Today I wondered why my mom was always so antsy about me crossing that intersection. It's a three-way stop on a T shaped corner on a two lane road.
Saturday, August 7, 2010
Earworms
Does anyone know how to get a Scissor Sisters song out of your head? It's been playing on repeat for the last two days.
No?
Well, have a youtube video so you can hear the kind of hell I've been in. Catchy, catchy hell. Not to mention possibly the strangest music video I've ever seen... well, maybe not. Maybe Mika and Lady Gaga are weirder.
But that was pretty strange. No, really, I have no idea what I just watched - do you? The song is still stuck in my head, though.
Today I read the entire archives of the webcomic Girls With Slingshots. Definitely worth a read, good stuff.

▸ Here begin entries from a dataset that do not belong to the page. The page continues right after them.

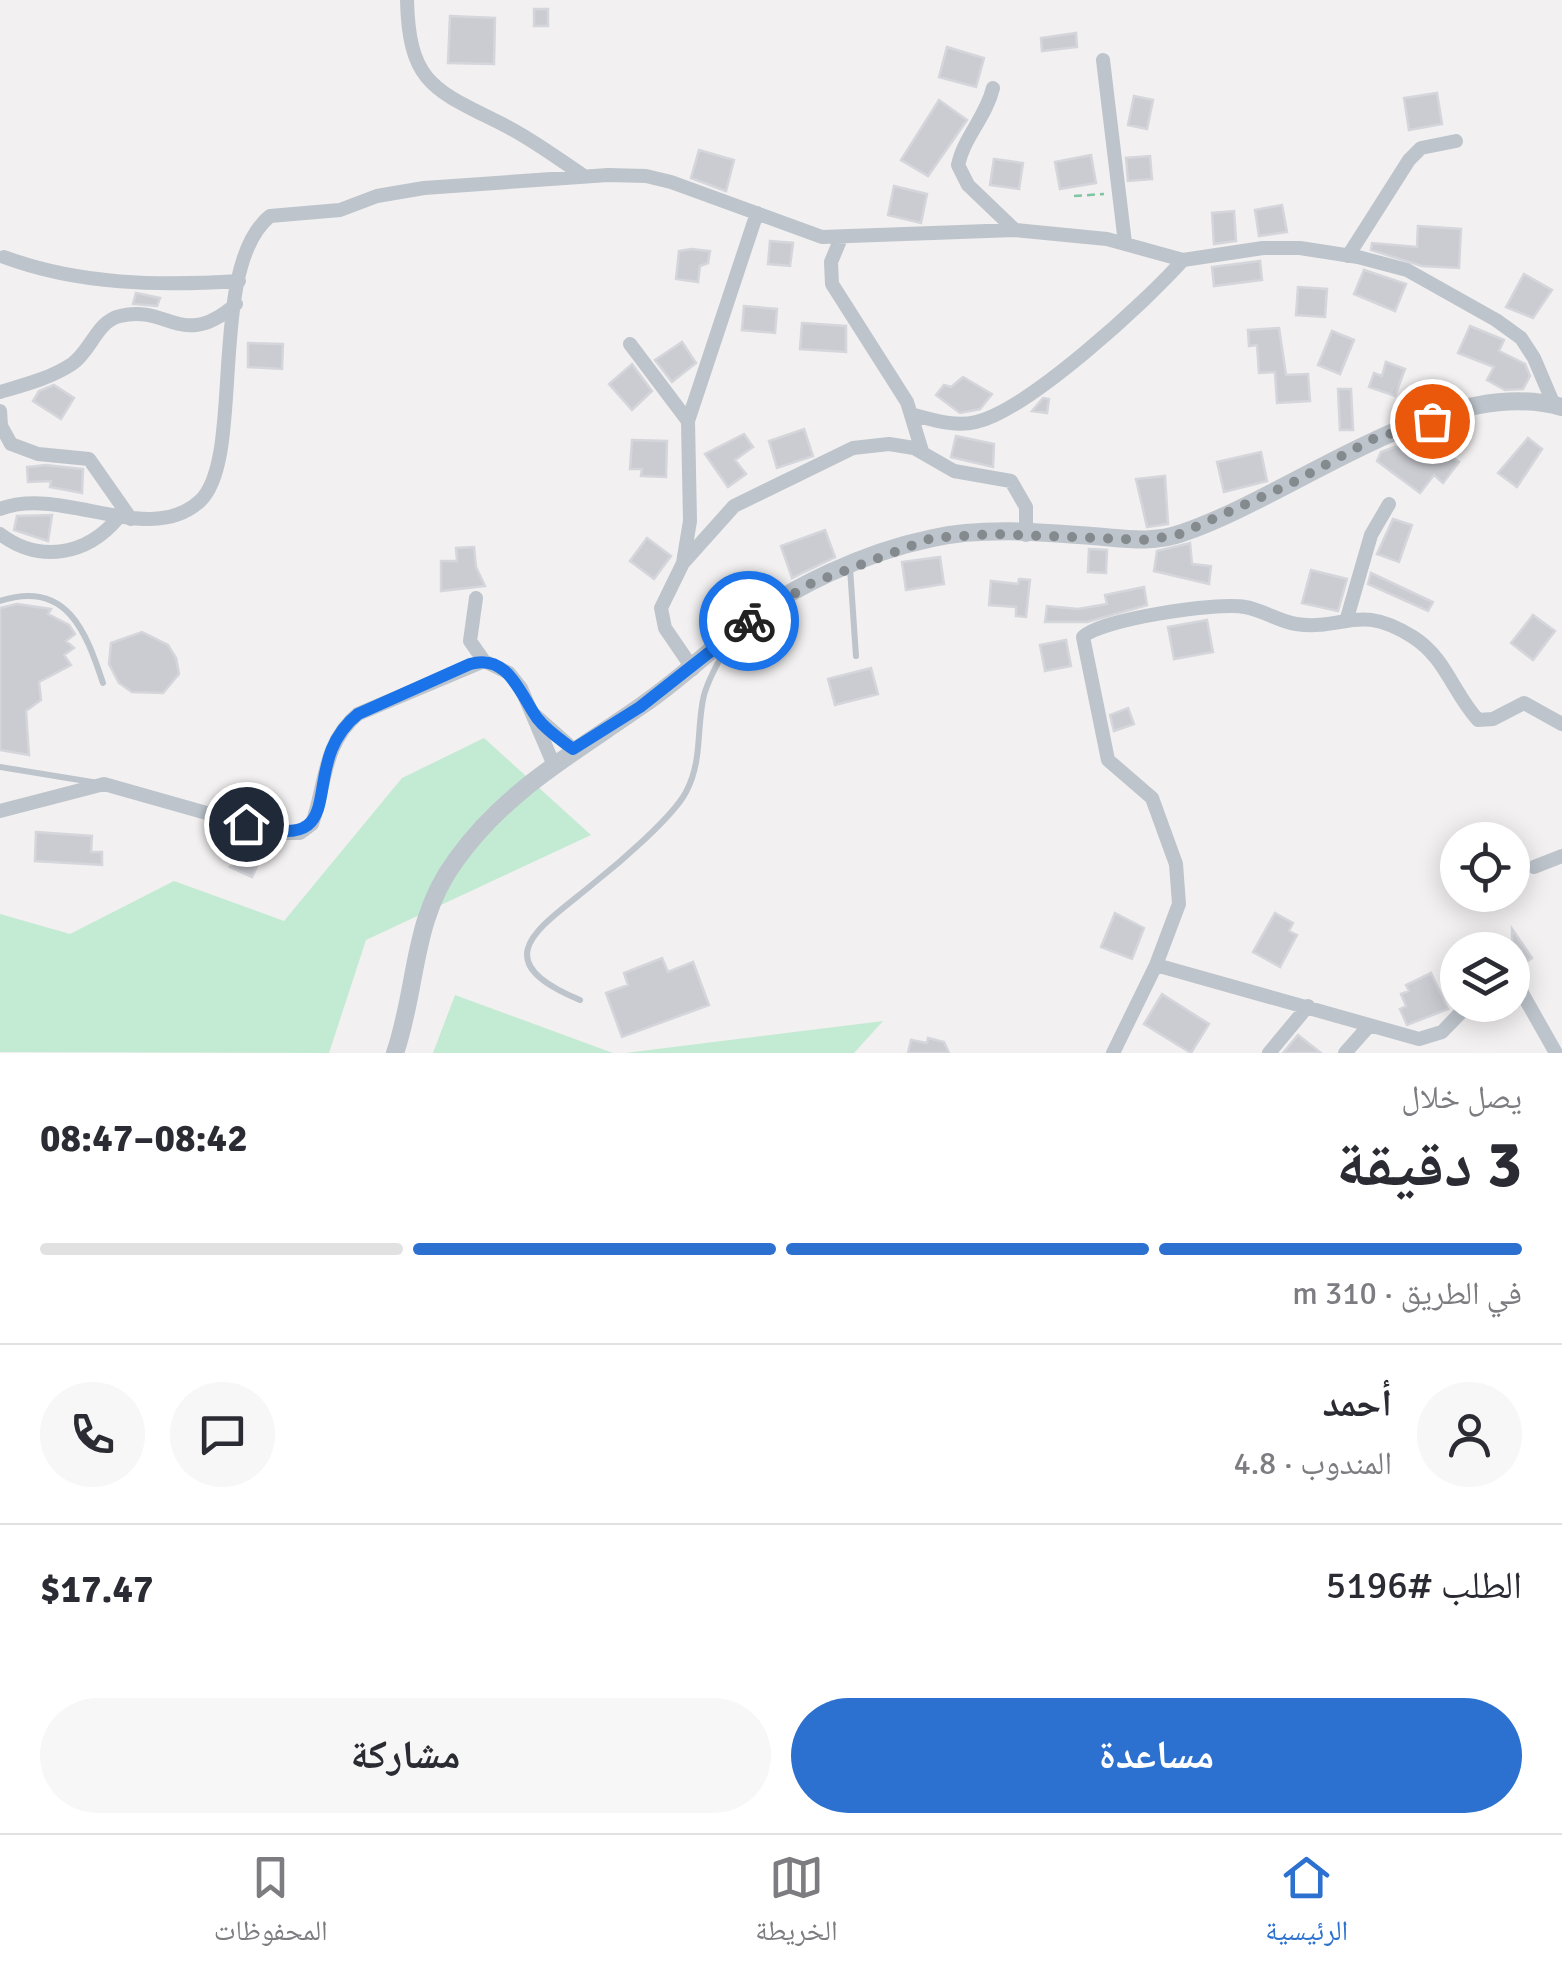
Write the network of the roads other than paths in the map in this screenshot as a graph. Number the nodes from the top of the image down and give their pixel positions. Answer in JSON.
{"nodes":[{"id":1,"x":407,"y":0,"type":"edge"},
{"id":2,"x":1103,"y":60,"type":"dead end"},
{"id":3,"x":993,"y":88,"type":"dead end"},
{"id":4,"x":1456,"y":141,"type":"dead end"},
{"id":5,"x":584,"y":176,"type":"junction"},
{"id":6,"x":757,"y":213,"type":"junction"},
{"id":7,"x":1014,"y":230,"type":"junction"},
{"id":8,"x":842,"y":238,"type":"junction"},
{"id":9,"x":1125,"y":243,"type":"junction"},
{"id":10,"x":1348,"y":256,"type":"junction"},
{"id":11,"x":4,"y":257,"type":"dead end"},
{"id":12,"x":1184,"y":260,"type":"junction"},
{"id":13,"x":240,"y":281,"type":"junction"},
{"id":14,"x":236,"y":304,"type":"junction"},
{"id":15,"x":630,"y":344,"type":"dead end"},
{"id":16,"x":0,"y":392,"type":"edge"},
{"id":17,"x":1558,"y":406,"type":"edge"},
{"id":18,"x":0,"y":411,"type":"edge"},
{"id":19,"x":914,"y":416,"type":"junction"},
{"id":20,"x":688,"y":421,"type":"junction"},
{"id":21,"x":922,"y":451,"type":"junction"},
{"id":22,"x":1388,"y":504,"type":"dead end"},
{"id":23,"x":0,"y":509,"type":"edge"},
{"id":24,"x":124,"y":518,"type":"junction"},
{"id":25,"x":0,"y":534,"type":"edge"},
{"id":26,"x":1026,"y":535,"type":"junction"},
{"id":27,"x":683,"y":563,"type":"junction"},
{"id":28,"x":850,"y":568,"type":"junction"},
{"id":29,"x":476,"y":598,"type":"dead end"},
{"id":30,"x":0,"y":601,"type":"edge"},
{"id":31,"x":1347,"y":618,"type":"junction"},
{"id":32,"x":736,"y":630,"type":"junction"},
{"id":33,"x":856,"y":656,"type":"dead end"},
{"id":34,"x":484,"y":662,"type":"junction"},
{"id":35,"x":693,"y":668,"type":"junction"},
{"id":36,"x":102,"y":683,"type":"dead end"},
{"id":37,"x":536,"y":716,"type":"junction"},
{"id":38,"x":1562,"y":724,"type":"edge"},
{"id":39,"x":573,"y":749,"type":"junction"},
{"id":40,"x":554,"y":764,"type":"junction"},
{"id":41,"x":0,"y":767,"type":"edge"},
{"id":42,"x":104,"y":784,"type":"junction"},
{"id":43,"x":0,"y":810,"type":"edge"},
{"id":44,"x":1562,"y":856,"type":"edge"},
{"id":45,"x":1534,"y":867,"type":"dead end"},
{"id":46,"x":1156,"y":965,"type":"junction"},
{"id":47,"x":580,"y":1000,"type":"dead end"},
{"id":48,"x":1308,"y":1006,"type":"junction"},
{"id":49,"x":1530,"y":1012,"type":"edge"},
{"id":50,"x":1449,"y":1022,"type":"edge"},
{"id":51,"x":1368,"y":1027,"type":"junction"},
{"id":52,"x":403,"y":1030,"type":"junction"},
{"id":53,"x":396,"y":1053,"type":"edge"},
{"id":54,"x":404,"y":1053,"type":"edge"},
{"id":55,"x":1112,"y":1053,"type":"edge"},
{"id":56,"x":1269,"y":1053,"type":"edge"},
{"id":57,"x":1345,"y":1053,"type":"edge"},
{"id":58,"x":1556,"y":1053,"type":"edge"}],
"edges":[{"from":1,"to":5,"type":"street"},
{"from":2,"to":9,"type":"street"},
{"from":3,"to":7,"type":"street"},
{"from":4,"to":10,"type":"street"},
{"from":5,"to":6,"type":"street"},
{"from":5,"to":13,"type":"street"},
{"from":6,"to":8,"type":"street"},
{"from":6,"to":20,"type":"street"},
{"from":7,"to":8,"type":"street"},
{"from":7,"to":9,"type":"street"},
{"from":8,"to":19,"type":"street"},
{"from":9,"to":12,"type":"street"},
{"from":10,"to":12,"type":"street"},
{"from":10,"to":17,"type":"street"},
{"from":11,"to":13,"type":"street"},
{"from":12,"to":19,"type":"street"},
{"from":13,"to":14,"type":"street"},
{"from":14,"to":16,"type":"street"},
{"from":14,"to":24,"type":"street"},
{"from":15,"to":20,"type":"street"},
{"from":17,"to":26,"type":"street"},
{"from":18,"to":24,"type":"street"},
{"from":19,"to":21,"type":"street"},
{"from":20,"to":27,"type":"street"},
{"from":21,"to":26,"type":"street"},
{"from":21,"to":27,"type":"street"},
{"from":22,"to":31,"type":"street"},
{"from":23,"to":24,"type":"street"},
{"from":24,"to":25,"type":"street"},
{"from":26,"to":28,"type":"street"},
{"from":27,"to":35,"type":"street"},
{"from":28,"to":32,"type":"street"},
{"from":28,"to":33,"type":"lane"},
{"from":29,"to":34,"type":"street"},
{"from":30,"to":36,"type":"lane"},
{"from":31,"to":38,"type":"street"},
{"from":31,"to":46,"type":"street"},
{"from":32,"to":35,"type":"street"},
{"from":32,"to":47,"type":"lane"},
{"from":34,"to":37,"type":"street"},
{"from":34,"to":42,"type":"street"},
{"from":35,"to":39,"type":"street"},
{"from":37,"to":39,"type":"street"},
{"from":37,"to":40,"type":"street"},
{"from":39,"to":40,"type":"street"},
{"from":40,"to":52,"type":"street"},
{"from":41,"to":42,"type":"lane"},
{"from":42,"to":43,"type":"street"},
{"from":44,"to":45,"type":"street"},
{"from":46,"to":48,"type":"street"},
{"from":46,"to":55,"type":"street"},
{"from":48,"to":51,"type":"street"},
{"from":48,"to":56,"type":"street"},
{"from":49,"to":58,"type":"street"},
{"from":50,"to":51,"type":"street"},
{"from":51,"to":57,"type":"street"},
{"from":52,"to":53,"type":"street"},
{"from":52,"to":54,"type":"street"}]}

Three weeks until I move back into university housing! Four until classes start! HOORAY!
Labels:
embedded youtube video,
internet,
music,
school,
webcomics
Wednesday, August 4, 2010
War of Attrition
Loading dishwashers in my house is as follows:
- Someone runs the dishwasher and doesn't unload it, because they walk away while it does its thing.
- People pile dishes on the counter, either because the dishwasher is full, the dishwasher is running, or the dishwasher is clean.
- NO ONE LIKES TO PUT DISHES AWAY.
- The clean dishes sit there for a day and a half.
- It becomes a war of staying power: Who will buckle first and change loads?
My dad plays dirty. He eats the smelliest leftovers in the fridge and leaves the dishes on the counter when he goes to work, effectively forcing my hand. If I want a kitchen that doesn't smell like old fish and stale milk, I have to unload this dishwasher in order to get the dirties off the counter.
When I go to school I am going to wash stuff by hand when I am finished using it so I will not have to deal with this.
Tuesday, August 3, 2010
The 'Tane diaries: conclusion
Dear Accutane:
It's been a great five months but I think we're done here. It's been great.
Leez.
(Took my last pill this morning, yay!)
Monday, August 2, 2010
Running themes:
Conversations about coffee, absent fathers, conversations between no more than two people at a time, the supernatural, growing up, not wanting to deal with adulthood, dead homosexuals, conversations about the artistic process, and pretentious references to outside sources.
Someday I will write a play that avoids these.